La pace era per Eugenio la chiave per cambiare il mondo. La sua concezione rivoluzionaria della nonviolenza – non negazione del conflitto ma gestione altra e più alta dello stesso- lo portarono fin dagli anni della direzione di Missione Oggi, la rivista dei missionari saveriani, a promuovere campagne per il disarmo e contro il commercio internazionale di armi. Giovanni Spadolini arrivò a chiedere al Vaticano la sua testa e quella di padre Alex Zanotelli , direttore di Nigrizia, per l’efficacia e la popolarità della campagna «Contro i mercanti di morte», coronata dal successo alcuni anni dopo con l’approvazione della legge 185 del 1990, una delle più avanzate a livello internazionale su controllo, produzione e commercio dei sistemi d’arma. Nel 1988 con Stefano Semenzato scrisse il libro Bella Italia, armate sponde in cui si tracciava minuziosamente la militarizzazione dell’Italia e la presenza delle basi Usa, e lo Stato Maggiore della Difesa dette l’ordine di acquistarne tutte le copie pur di farlo sparire dalle librerie.

Per chi come me, ha avuto l’onore in quegli anni di diventare il suo più stretto collaboratore, ricordo il suo animo combattuto davanti alla nostra insistenza di candidarsi per Dp. Già alle politiche del 1987 ci aveva pensato a lungo è lasciò perdere. Non se la sentiva di deludere i suoi fratelli saveriani e temeva la chiusura da parte delle gerarchie vaticane di Missione oggi. Nel 1989, proprio mentre Dp si spaccava con la scissione dei Verdi Arcobaleno, Eugenio accettò la candidatura al parlamento europeo per contrastare con la sua immagine le caricature che la stampa faceva di chi si ostinava a rimanere «nel piccolo partito dalle grandi ragioni». Sapeva che il candidarsi avrebbe comportato la sospensione a divinis e la riduzione allo stato laicale, ma non polemizzò mai su questo con la Chiesa. Ricoprì il ruolo di parlamentare europeo con grande serietà e professionalità e al contempo fu un parlamentare di strada, investendo larga parte del suo tempo e stipendio in «Senzaconfine», la prima organizzata su scala nazionale del movimento antirazzista.

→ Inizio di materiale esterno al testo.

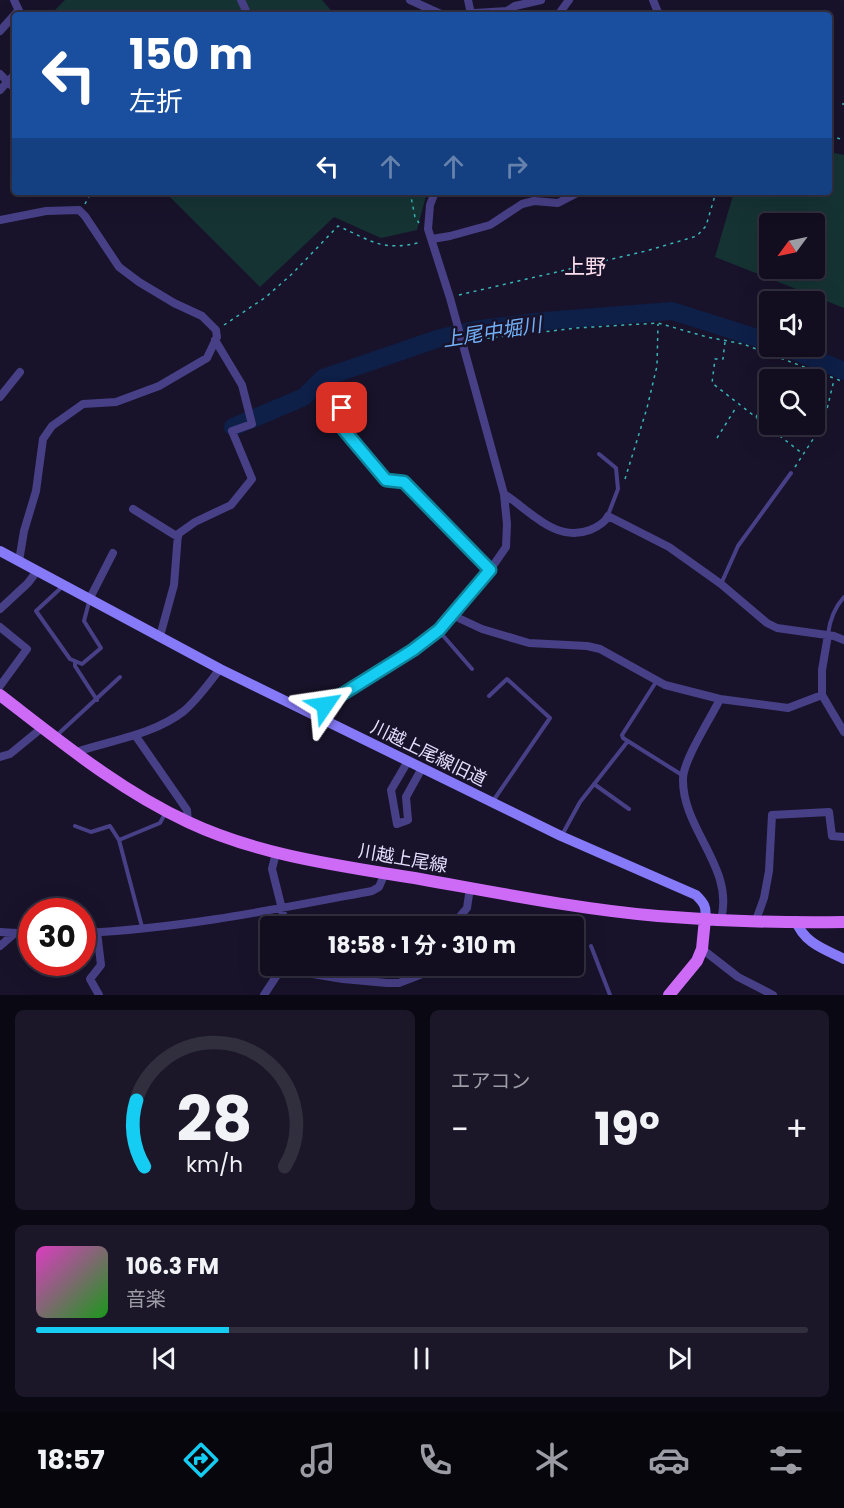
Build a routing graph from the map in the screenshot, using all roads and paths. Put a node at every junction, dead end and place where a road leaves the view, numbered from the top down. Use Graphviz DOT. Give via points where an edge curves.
graph roads {
  1 [pos="410,0"];
  2 [pos="541,0"];
  3 [pos="510,8"];
  4 [pos="436,12"];
  5 [pos="484,12"];
  6 [pos="12,21"];
  7 [pos="0,32"];
  8 [pos="0,74"];
  9 [pos="12,77"];
  10 [pos="8,81"];
  11 [pos="12,86"];
  12 [pos="0,90"];
  13 [pos="90,195"];
  14 [pos="411,195"];
  15 [pos="434,195"];
  16 [pos="573,195"];
  17 [pos="715,195"];
  18 [pos="79,210"];
  19 [pos="0,220"];
  20 [pos="428,229"];
  21 [pos="432,239"];
  22 [pos="450,298"];
  23 [pos="658,323"];
  24 [pos="216,330"];
  25 [pos="459,336"];
  26 [pos="215,340"];
  27 [pos="725,341"];
  28 [pos="20,372"];
  29 [pos="834,379"];
  30 [pos="844,382"];
  31 [pos="0,396"];
  32 [pos="738,404"];
  33 [pos="342,408"];
  34 [pos="759,414"];
  35 [pos="756,418"];
  36 [pos="717,438"];
  37 [pos="599,454"];
  38 [pos="803,454"];
  39 [pos="791,473"];
  40 [pos="618,489"];
  41 [pos="504,494"];
  42 [pos="133,509"];
  43 [pos="608,516"];
  44 [pos="178,537"];
  45 [pos="0,551"];
  46 [pos="113,554"];
  47 [pos="19,561"];
  48 [pos="490,570"];
  49 [pos="38,571"];
  50 [pos="721,584"];
  51 [pos="65,585"];
  52 [pos="844,597"];
  53 [pos="90,598"];
  54 [pos="0,609"];
  55 [pos="452,615"];
  56 [pos="0,627"];
  57 [pos="439,630"];
  58 [pos="828,635"];
  59 [pos="160,636"];
  60 [pos="844,640"];
  61 [pos="75,663"];
  62 [pos="220,669"];
  63 [pos="472,669"];
  64 [pos="120,677"];
  65 [pos="657,680"];
  66 [pos="0,686"];
  67 [pos="0,695"];
  68 [pos="822,695"];
  69 [pos="489,696"];
  70 [pos="720,699"];
  71 [pos="97,700"];
  72 [pos="314,715"];
  73 [pos="43,727"];
  74 [pos="844,732"];
  75 [pos="135,735"];
  76 [pos="55,737"];
  77 [pos="628,741"];
  78 [pos="76,752"];
  79 [pos="0,757"];
  80 [pos="408,761"];
  81 [pos="422,768"];
  82 [pos="683,776"];
  83 [pos="594,784"];
  84 [pos="492,802"];
  85 [pos="629,809"];
  86 [pos="166,811"];
  87 [pos="188,822"];
  88 [pos="75,826"];
  89 [pos="561,836"];
  90 [pos="844,837"];
  91 [pos="119,840"];
  92 [pos="276,853"];
  93 [pos="385,873"];
  94 [pos="470,888"];
  95 [pos="282,909"];
  96 [pos="283,916"];
  97 [pos="460,916"];
  98 [pos="705,919"];
  99 [pos="721,920"];
  100 [pos="756,920"];
  101 [pos="795,921"];
  102 [pos="844,922"];
  103 [pos="142,928"];
  104 [pos="0,932"];
  105 [pos="97,932"];
  106 [pos="15,933"];
  107 [pos="18,933"];
  108 [pos="0,946"];
  109 [pos="591,946"];
  110 [pos="702,949"];
  111 [pos="844,959"];
  112 [pos="277,976"];
  113 [pos="326,976"];
  114 [pos="417,976"];
  115 [pos="99,995"];
  116 [pos="264,995"];
  117 [pos="610,995"];
  118 [pos="669,995"];
  119 [pos="773,995"];
  1 -- 4 [label="street"];
  2 -- 3 [label="street"];
  3 -- 5 [label="street"];
  6 -- 7 [label="street"];
  8 -- 10 [label="street"];
  9 -- 10 [label="street"];
  10 -- 11 [label="street"];
  10 -- 12 [label="street"];
  13 -- 18 [label="path"];
  14 -- 20 [label="path" via="415,217"];
  15 -- 20 [label="street"];
  16 -- 21 [label="street" via="558,203 522,204 490,225"];
  17 -- 22 [label="path" via="706,226 697,236"];
  18 -- 19 [label="street" via="46,211"];
  18 -- 24 [label="street" via="119,267 174,303 202,315"];
  20 -- 21 [label="street"];
  21 -- 22 [label="street"];
  21 -- 24 [label="path" via="385,246 338,226 266,297"];
  22 -- 25 [label="street"];
  23 -- 25 [label="path"];
  23 -- 27 [label="path"];
  23 -- 40 [label="path" via="657,366 626,477"];
  24 -- 26 [label="street"];
  25 -- 41 [label="street"];
  26 -- 44 [label="street" via="242,385 252,424 232,431 252,479 231,505 195,522"];
  26 -- 47 [label="street" via="207,358 159,386 116,402 83,404 52,426 43,439"];
  27 -- 29 [label="path" via="743,344"];
  27 -- 32 [label="path" via="723,359 715,359 712,383"];
  28 -- 31 [label="street"];
  29 -- 30 [label="path"];
  29 -- 38 [label="path" via="820,425"];
  32 -- 35 [label="path"];
  32 -- 36 [label="path"];
  33 -- 48 [label="street" via="344,430 386,480 404,482"];
  34 -- 35 [label="path"];
  35 -- 38 [label="path"];
  37 -- 40 [label="lane" via="616,468"];
  38 -- 39 [label="path"];
  39 -- 50 [label="lane" via="738,546"];
  40 -- 43 [label="lane"];
  41 -- 43 [label="street" via="557,532 583,532 605,522"];
  41 -- 48 [label="street" via="506,547"];
  42 -- 44 [label="street"];
  43 -- 50 [label="street" via="669,547"];
  44 -- 59 [label="street" via="174,585"];
  45 -- 47 [label="street, 川越上尾線旧道"];
  46 -- 53 [label="street"];
  47 -- 49 [label="street, 川越上尾線旧道"];
  48 -- 55 [label="street"];
  49 -- 51 [label="street, 川越上尾線旧道"];
  49 -- 54 [label="street"];
  50 -- 58 [label="street" via="766,623"];
  51 -- 53 [label="street, 川越上尾線旧道"];
  51 -- 61 [label="lane" via="36,611"];
  52 -- 58 [label="lane" via="836,605"];
  53 -- 59 [label="street, 川越上尾線旧道"];
  53 -- 61 [label="lane" via="84,621 101,648 82,664"];
  55 -- 57 [label="street"];
  55 -- 65 [label="street" via="529,643 600,649"];
  56 -- 66 [label="street" via="27,649"];
  57 -- 63 [label="lane"];
  57 -- 72 [label="street"];
  58 -- 60 [label="street"];
  58 -- 68 [label="street"];
  59 -- 62 [label="street, 川越上尾線旧道"];
  61 -- 71 [label="lane"];
  62 -- 72 [label="street, 川越上尾線旧道"];
  62 -- 75 [label="street" via="183,711"];
  64 -- 71 [label="lane"];
  65 -- 70 [label="street"];
  65 -- 77 [label="lane" via="622,735"];
  67 -- 73 [label="main road, 川越上尾線"];
  68 -- 70 [label="street" via="788,708"];
  68 -- 74 [label="street"];
  69 -- 84 [label="lane" via="507,679 550,718"];
  70 -- 82 [label="street"];
  71 -- 76 [label="lane"];
  72 -- 80 [label="street, 川越上尾線旧道"];
  73 -- 76 [label="main road, 川越上尾線"];
  73 -- 79 [label="street" via="10,754"];
  75 -- 78 [label="street"];
  75 -- 87 [label="street" via="187,810"];
  76 -- 78 [label="main road, 川越上尾線"];
  77 -- 82 [label="lane"];
  77 -- 83 [label="lane"];
  78 -- 86 [label="main road, 川越上尾線" via="128,790"];
  80 -- 81 [label="street, 川越上尾線旧道"];
  80 -- 81 [label="street" via="391,790 397,824 408,820 406,796"];
  81 -- 84 [label="street, 川越上尾線旧道"];
  82 -- 99 [label="street" via="688,806 724,892 726,904"];
  83 -- 85 [label="lane"];
  83 -- 89 [label="lane"];
  84 -- 89 [label="street, 川越上尾線旧道"];
  86 -- 87 [label="main road, 川越上尾線"];
  86 -- 91 [label="lane" via="160,823"];
  87 -- 92 [label="main road, 川越上尾線"];
  88 -- 91 [label="lane" via="91,832 110,826"];
  89 -- 98 [label="street, 川越上尾線旧道" via="696,895 704,902"];
  90 -- 100 [label="street" via="832,836 829,812 772,815 769,871"];
  91 -- 103 [label="lane"];
  92 -- 93 [label="main road, 川越上尾線"];
  92 -- 95 [label="street" via="272,869"];
  93 -- 94 [label="main road, 川越上尾線"];
  93 -- 95 [label="street" via="380,887 372,891"];
  94 -- 97 [label="street" via="467,908"];
  94 -- 98 [label="main road, 川越上尾線" via="606,910"];
  95 -- 96 [label="street"];
  95 -- 103 [label="street"];
  98 -- 99 [label="main road, 川越上尾線"];
  98 -- 110 [label="main road"];
  99 -- 100 [label="main road, 川越上尾線"];
  100 -- 101 [label="main road, 川越上尾線"];
  101 -- 102 [label="main road, 川越上尾線"];
  101 -- 111 [label="street" via="810,943"];
  103 -- 105 [label="street"];
  104 -- 106 [label="street"];
  105 -- 115 [label="street" via="101,965 90,979"];
  106 -- 107 [label="street"];
  106 -- 108 [label="street"];
  109 -- 117 [label="lane"];
  110 -- 118 [label="main road"];
  110 -- 119 [label="street" via="738,977"];
  112 -- 116 [label="street"];
  113 -- 114 [label="street" via="399,983"];
}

Lo ricordo nelle continue visite alle carceri nel ricercare una soluzione politica agli anni di piombo, l’impegno con i braccianti d’Isola Capo Rizzuto per impedire l’espianto degli ulivi secolari che dovevano fare posto alla nuova base Usa degli F16. Ed poi il suo impegno per l’Africa e le tante interrogazioni in merito a Strasburgo. La sua interlocuzione con la parte più avanzata della Chiesa dei poveri non venne mai meno durante il mandato istituzionale. Con don Gallo, Balducci, Bettazzi, Turoldo e tanti altri aveva un confronto continuo, si sentiva parte di quella storia. Con don Tonino Bello, vescovo di Molfetta e presidente di Pax Crhisti ebbe un rapporto speciale. Li ricordo insieme, il primo vescovo , l’altro parlamentare europeo, entrare alla testa di 500 pacifisti, nella Sarajevo assediata . Quel giorno anche i fucili degli sniper tacquero e l’Onu dei popoli arrivò dove l’Onu dei potenti aveva fallito.